+++ Records to process

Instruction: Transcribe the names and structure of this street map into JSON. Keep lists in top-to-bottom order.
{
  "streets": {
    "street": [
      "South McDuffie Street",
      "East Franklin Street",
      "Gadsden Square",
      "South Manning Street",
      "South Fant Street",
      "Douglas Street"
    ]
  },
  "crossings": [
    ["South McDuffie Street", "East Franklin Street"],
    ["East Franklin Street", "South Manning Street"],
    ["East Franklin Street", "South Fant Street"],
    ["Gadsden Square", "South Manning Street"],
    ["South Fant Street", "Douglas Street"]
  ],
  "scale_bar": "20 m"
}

++++++
+++ Records to process

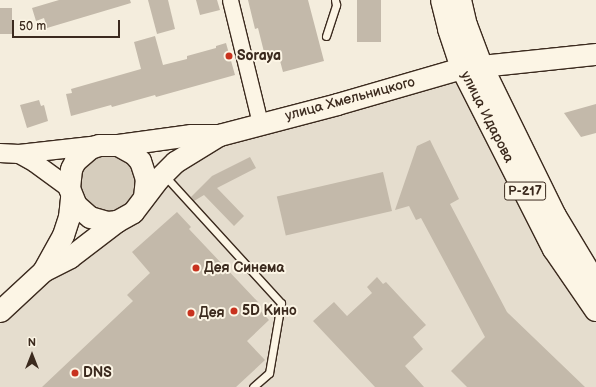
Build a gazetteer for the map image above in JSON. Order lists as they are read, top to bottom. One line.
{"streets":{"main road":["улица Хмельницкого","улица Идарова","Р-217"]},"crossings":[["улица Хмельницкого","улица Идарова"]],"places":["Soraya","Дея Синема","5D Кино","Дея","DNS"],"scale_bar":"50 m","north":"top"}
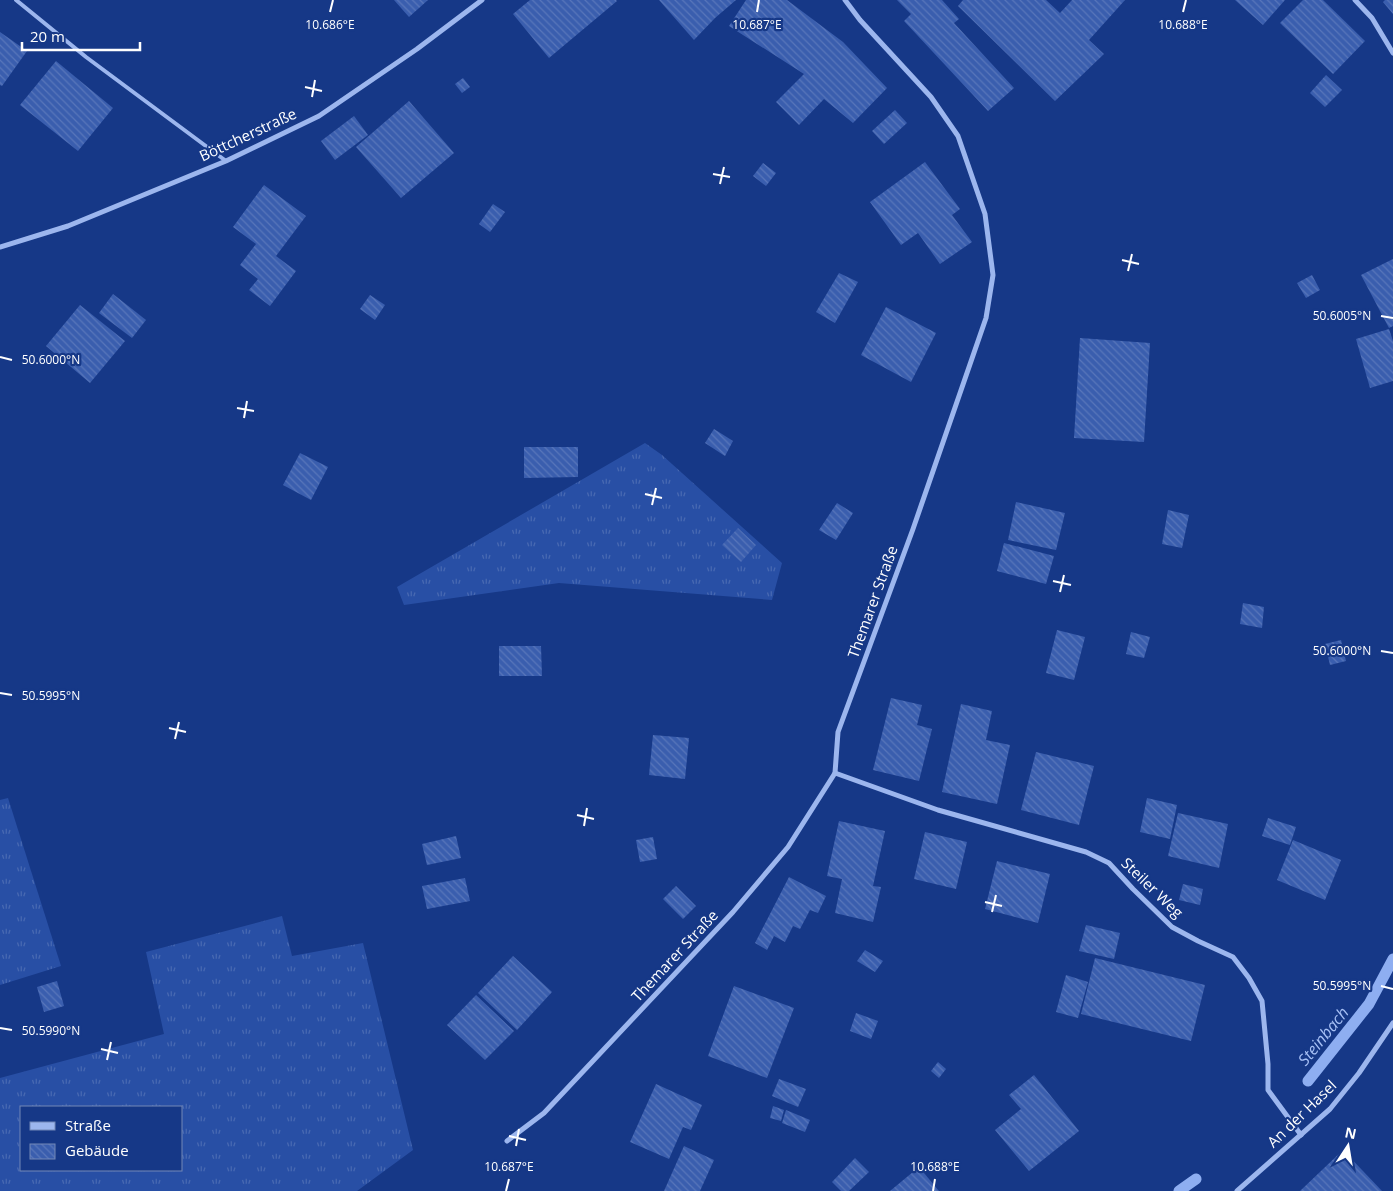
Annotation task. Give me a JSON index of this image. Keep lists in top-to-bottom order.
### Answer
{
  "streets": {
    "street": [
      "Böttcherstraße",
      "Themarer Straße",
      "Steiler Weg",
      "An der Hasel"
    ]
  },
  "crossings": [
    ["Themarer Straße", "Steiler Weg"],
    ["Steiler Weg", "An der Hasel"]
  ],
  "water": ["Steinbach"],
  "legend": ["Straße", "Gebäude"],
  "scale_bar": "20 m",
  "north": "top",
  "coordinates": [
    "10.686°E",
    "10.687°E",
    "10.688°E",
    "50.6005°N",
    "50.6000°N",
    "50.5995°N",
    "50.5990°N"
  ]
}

++++++

### What you will do
Could you repeat, exactly, only the lines above starting at the one that has "Build a gazetteer" and stopping after the one that has "Annotation task. Give", without the pictures?

### Answer area
Build a gazetteer for the map image above in JSON. Order lists as they are read, top to bottom. One line.
{"streets":{"main road":["улица Хмельницкого","улица Идарова","Р-217"]},"crossings":[["улица Хмельницкого","улица Идарова"]],"places":["Soraya","Дея Синема","5D Кино","Дея","DNS"],"scale_bar":"50 m","north":"top"}
Annotation task. Give me a JSON index of this image. Keep lists in top-to-bottom order.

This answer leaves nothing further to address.